Asked by hihi

To calculate the perimeter of the trapezoid with coordinates \( A(0,0) \), \( B(1,3) \), \( C(4,3) \), and \( D(5,0) \), we need to find the lengths of each side of the trapezoid \( AB \), \( BC \), \( CD \), and \( DA \).

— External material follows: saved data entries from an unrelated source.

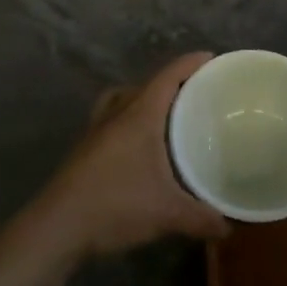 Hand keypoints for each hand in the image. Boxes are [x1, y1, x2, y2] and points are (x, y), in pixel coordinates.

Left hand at [35, 52, 230, 256]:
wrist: (58, 226)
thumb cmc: (115, 205)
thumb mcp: (167, 213)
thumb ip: (201, 218)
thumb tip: (228, 227)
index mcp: (139, 115)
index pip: (167, 77)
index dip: (190, 64)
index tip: (210, 57)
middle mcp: (116, 114)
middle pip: (145, 85)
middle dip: (170, 83)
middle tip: (196, 93)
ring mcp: (96, 130)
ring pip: (122, 100)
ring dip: (143, 99)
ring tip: (165, 115)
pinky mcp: (84, 149)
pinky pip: (111, 119)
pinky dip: (127, 120)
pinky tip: (138, 146) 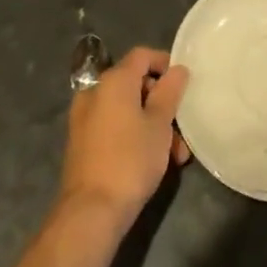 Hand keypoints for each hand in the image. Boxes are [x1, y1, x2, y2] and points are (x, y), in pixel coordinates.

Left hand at [59, 46, 189, 221]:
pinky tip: (154, 162)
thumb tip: (177, 69)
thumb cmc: (131, 159)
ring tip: (176, 155)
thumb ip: (169, 92)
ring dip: (153, 125)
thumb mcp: (159, 124)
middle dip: (162, 103)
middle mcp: (94, 92)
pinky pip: (115, 126)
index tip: (184, 84)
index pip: (142, 55)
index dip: (165, 63)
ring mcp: (85, 118)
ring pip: (127, 109)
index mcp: (113, 81)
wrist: (91, 211)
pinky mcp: (83, 141)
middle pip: (135, 84)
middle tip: (182, 129)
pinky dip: (135, 135) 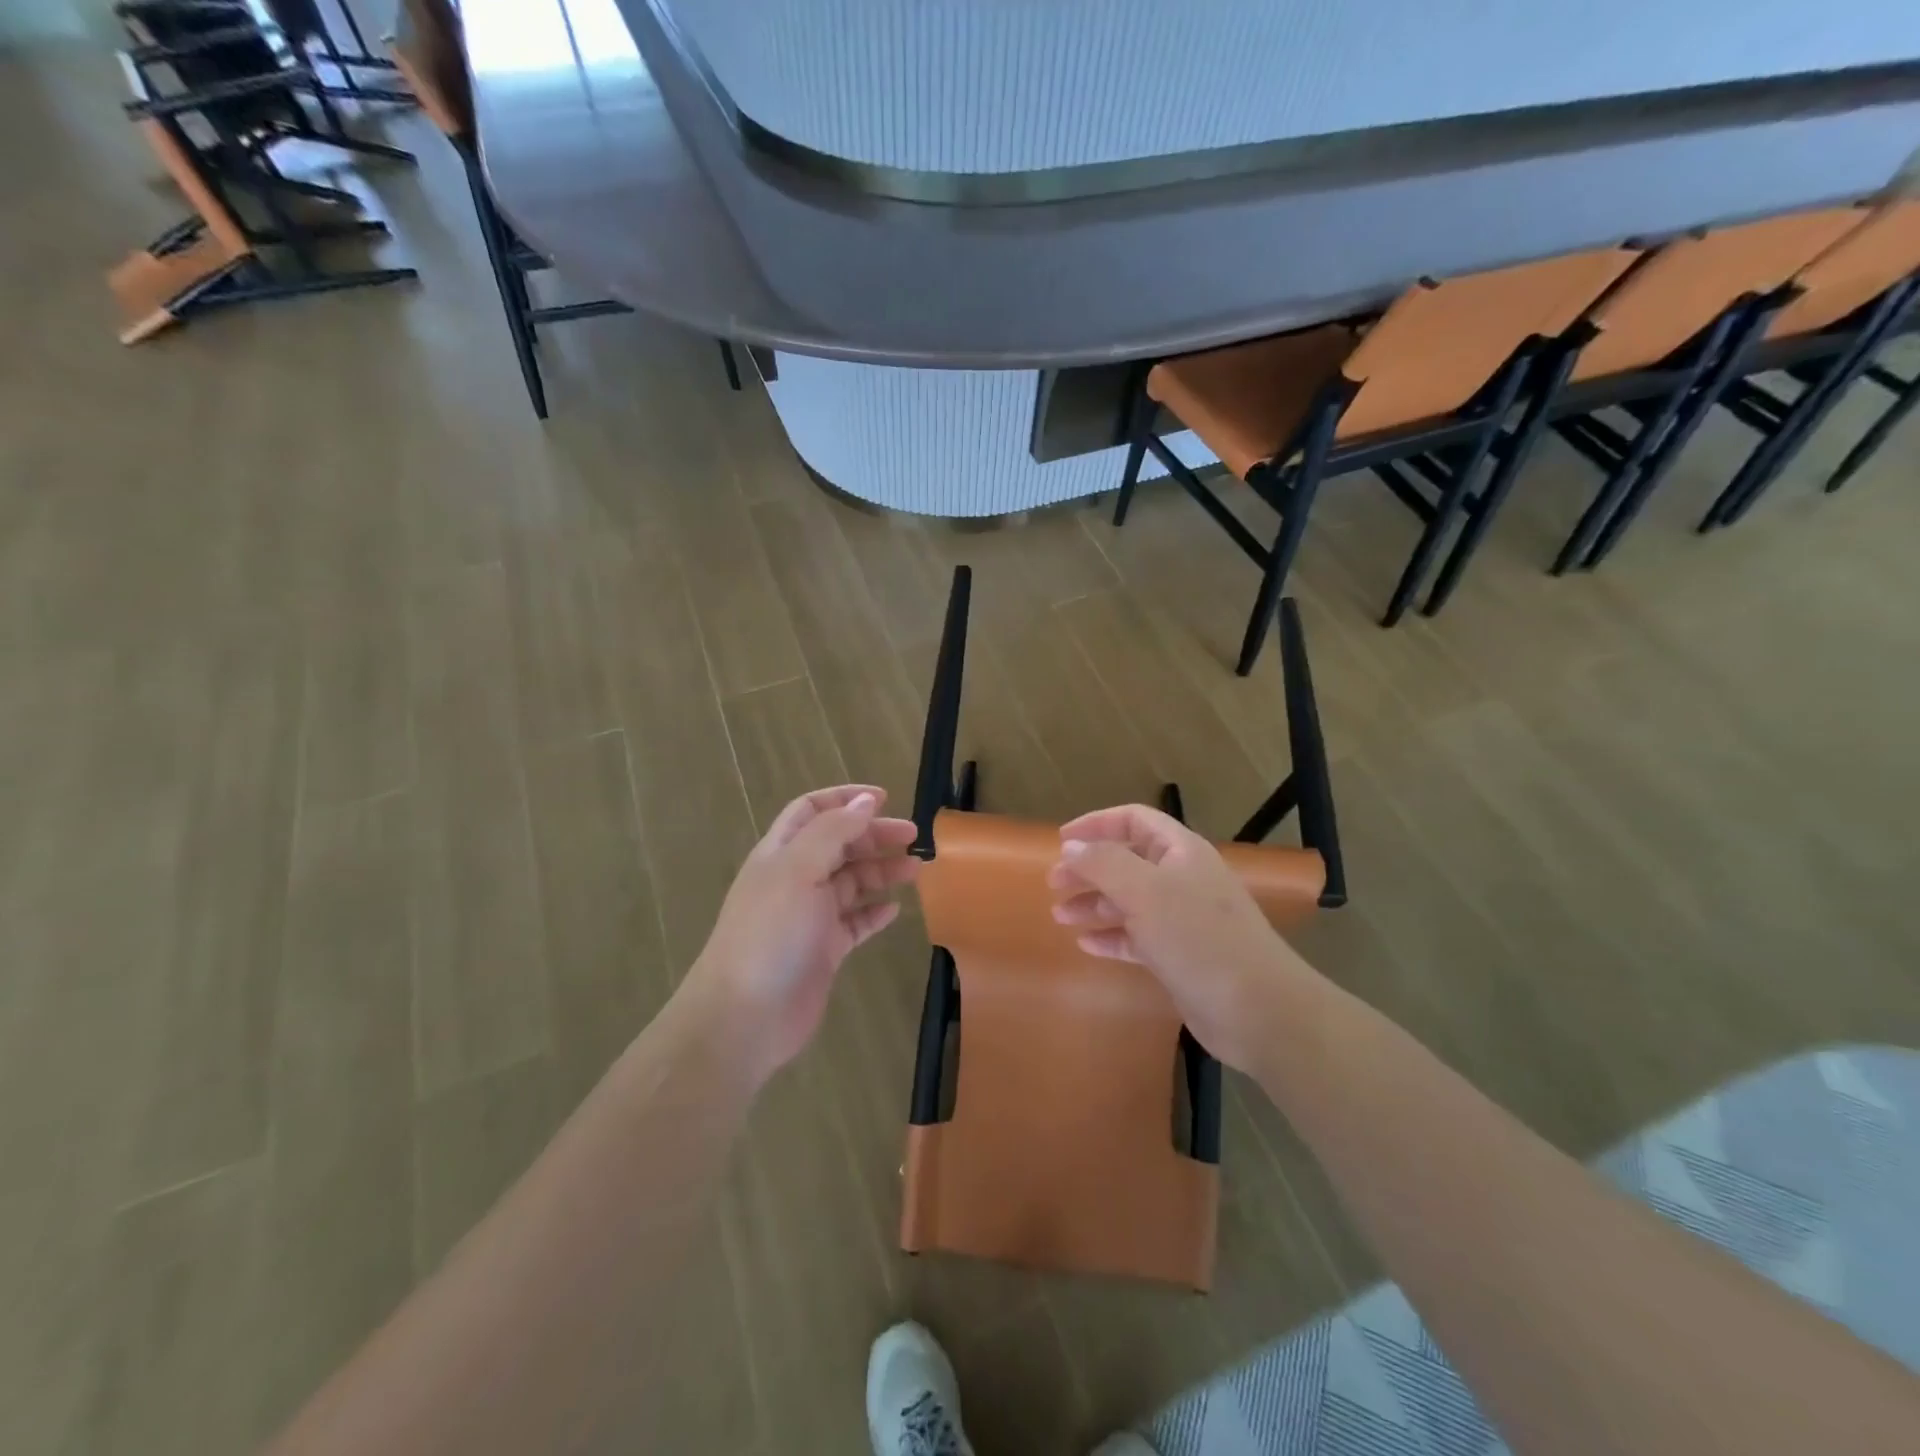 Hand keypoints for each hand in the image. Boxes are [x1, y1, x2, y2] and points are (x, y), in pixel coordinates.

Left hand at [686, 785, 919, 1084]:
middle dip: (874, 835)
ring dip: (882, 871)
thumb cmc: (770, 932)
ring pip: (851, 882)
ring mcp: (809, 916)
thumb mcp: (799, 869)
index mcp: (781, 853)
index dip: (845, 799)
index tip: (885, 798)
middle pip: (839, 844)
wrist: (746, 1015)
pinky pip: (855, 922)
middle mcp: (795, 879)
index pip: (812, 810)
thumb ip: (833, 832)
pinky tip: (895, 909)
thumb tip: (866, 802)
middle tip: (913, 837)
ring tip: (916, 870)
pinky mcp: (824, 950)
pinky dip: (875, 911)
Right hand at [1048, 804, 1315, 1073]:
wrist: (1259, 1010)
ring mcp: (1184, 919)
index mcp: (1181, 852)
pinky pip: (1138, 937)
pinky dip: (1112, 936)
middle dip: (1089, 868)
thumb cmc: (1199, 938)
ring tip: (1060, 915)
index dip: (1096, 824)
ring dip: (1095, 903)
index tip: (1060, 841)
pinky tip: (1086, 944)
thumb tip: (1072, 847)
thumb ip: (1104, 863)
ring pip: (1130, 900)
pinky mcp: (1182, 956)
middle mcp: (1183, 879)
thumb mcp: (1144, 891)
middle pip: (1128, 860)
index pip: (1134, 820)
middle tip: (1054, 884) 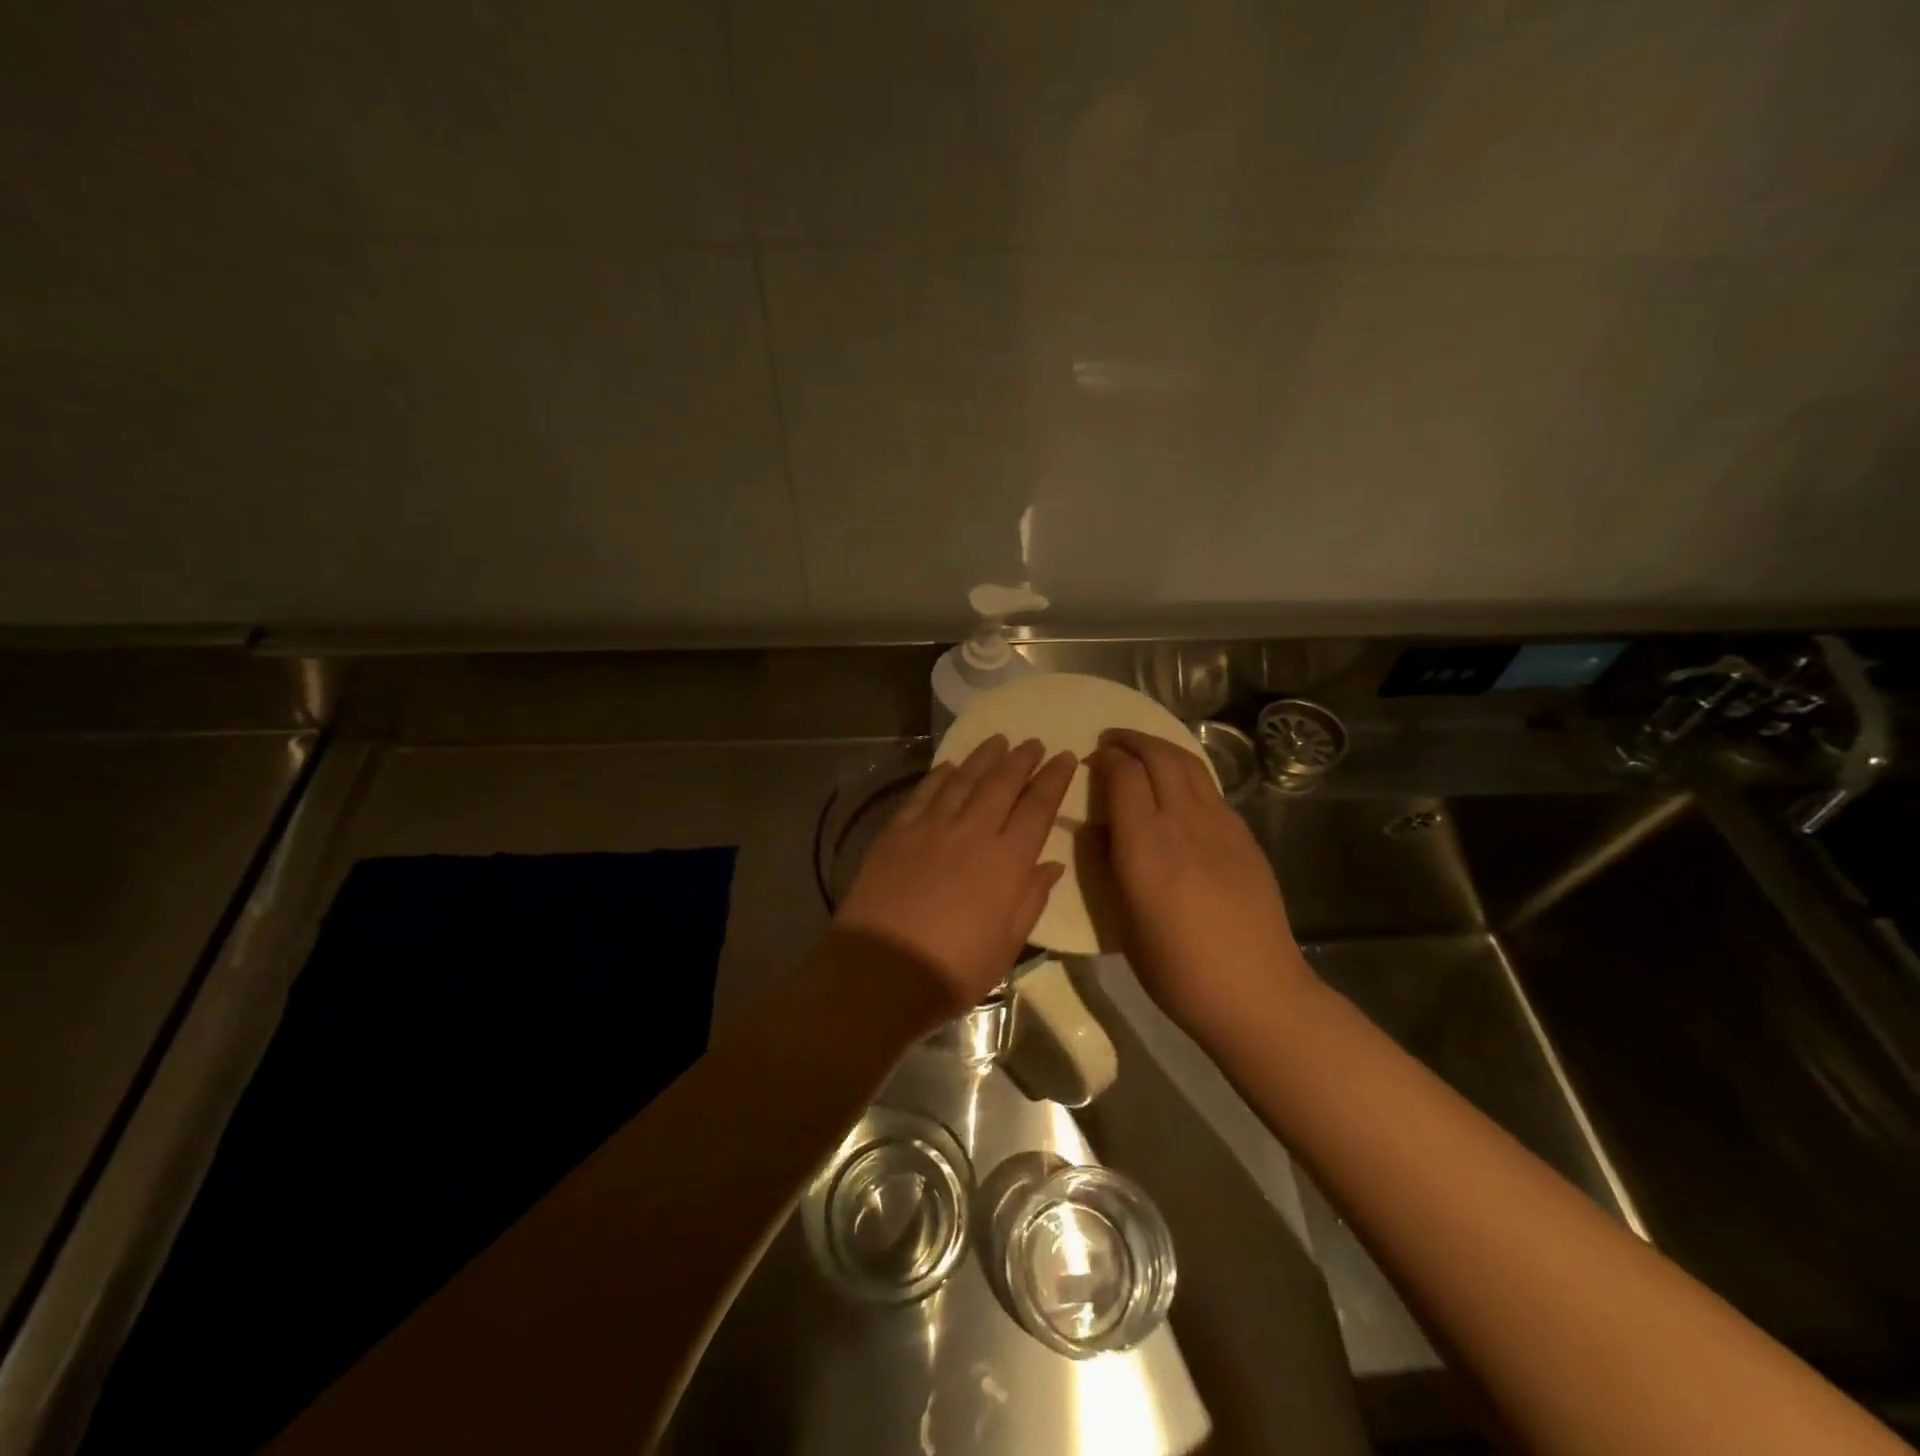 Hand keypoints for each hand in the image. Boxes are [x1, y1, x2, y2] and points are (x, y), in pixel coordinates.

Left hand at [834, 735, 1075, 1018]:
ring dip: (984, 757)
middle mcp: (972, 832)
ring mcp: (931, 827)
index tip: (1065, 758)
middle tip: (1034, 742)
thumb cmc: (953, 969)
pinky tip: (950, 765)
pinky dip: (940, 774)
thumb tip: (1052, 865)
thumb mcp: (1006, 946)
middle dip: (1022, 759)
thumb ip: (1031, 899)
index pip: (1038, 808)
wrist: (880, 970)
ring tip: (999, 740)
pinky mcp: (897, 831)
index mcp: (1007, 862)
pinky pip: (924, 793)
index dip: (1054, 780)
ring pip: (963, 779)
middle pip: (1002, 784)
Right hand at [1089, 728, 1314, 1041]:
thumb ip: (1105, 866)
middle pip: (1159, 757)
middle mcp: (1183, 823)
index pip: (1124, 776)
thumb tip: (1093, 829)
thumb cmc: (1177, 969)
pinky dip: (1187, 773)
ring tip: (1142, 750)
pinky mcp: (1244, 836)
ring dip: (1161, 748)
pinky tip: (1178, 789)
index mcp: (1146, 846)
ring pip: (1189, 765)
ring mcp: (1221, 826)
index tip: (1093, 759)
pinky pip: (1210, 788)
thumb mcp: (1123, 924)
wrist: (1256, 991)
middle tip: (1111, 741)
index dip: (1106, 759)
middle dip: (1132, 740)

We'll use the distance formula to find these lengths:

\[
d = \sqrt{(x_2 - x_1)^2 + (y_2 - y_1)^2}
\]

1. **Length of \( AB \)**:
- \( A(0,0) \) to \( B(1,3) \):
\[
AB = \sqrt{(1 - 0)^2 + (3 - 0)^2} = \sqrt{1^2 + 3^2} = \sqrt{1 + 9} = \sqrt{10} \approx 3.2
\]

2. **Length of \( BC \)**:
- \( B(1,3) \) to \( C(4,3) \):
\[
BC = \sqrt{(4 - 1)^2 + (3 - 3)^2} = \sqrt{3^2 + 0^2} = \sqrt{9} = 3.0
\]

3. **Length of \( CD \)**:
- \( C(4,3) \) to \( D(5,0) \):
\[
CD = \sqrt{(5 - 4)^2 + (0 - 3)^2} = \sqrt{1^2 + (-3)^2} = \sqrt{1 + 9} = \sqrt{10} \approx 3.2
\]

4. **Length of \( DA \)**:
- \( D(5,0) \) to \( A(0,0) \):
\[
DA = \sqrt{(0 - 5)^2 + (0 - 0)^2} = \sqrt{(-5)^2 + 0^2} = \sqrt{25} = 5.0
\]

Now, we can calculate the total perimeter \( P \) of the trapezoid:

\[
P = AB + BC + CD + DA
\]
\[
P \approx 3.2 + 3.0 + 3.2 + 5.0 = 14.4
\]

Thus, the perimeter of the trapezoid is approximately **14.4 units**.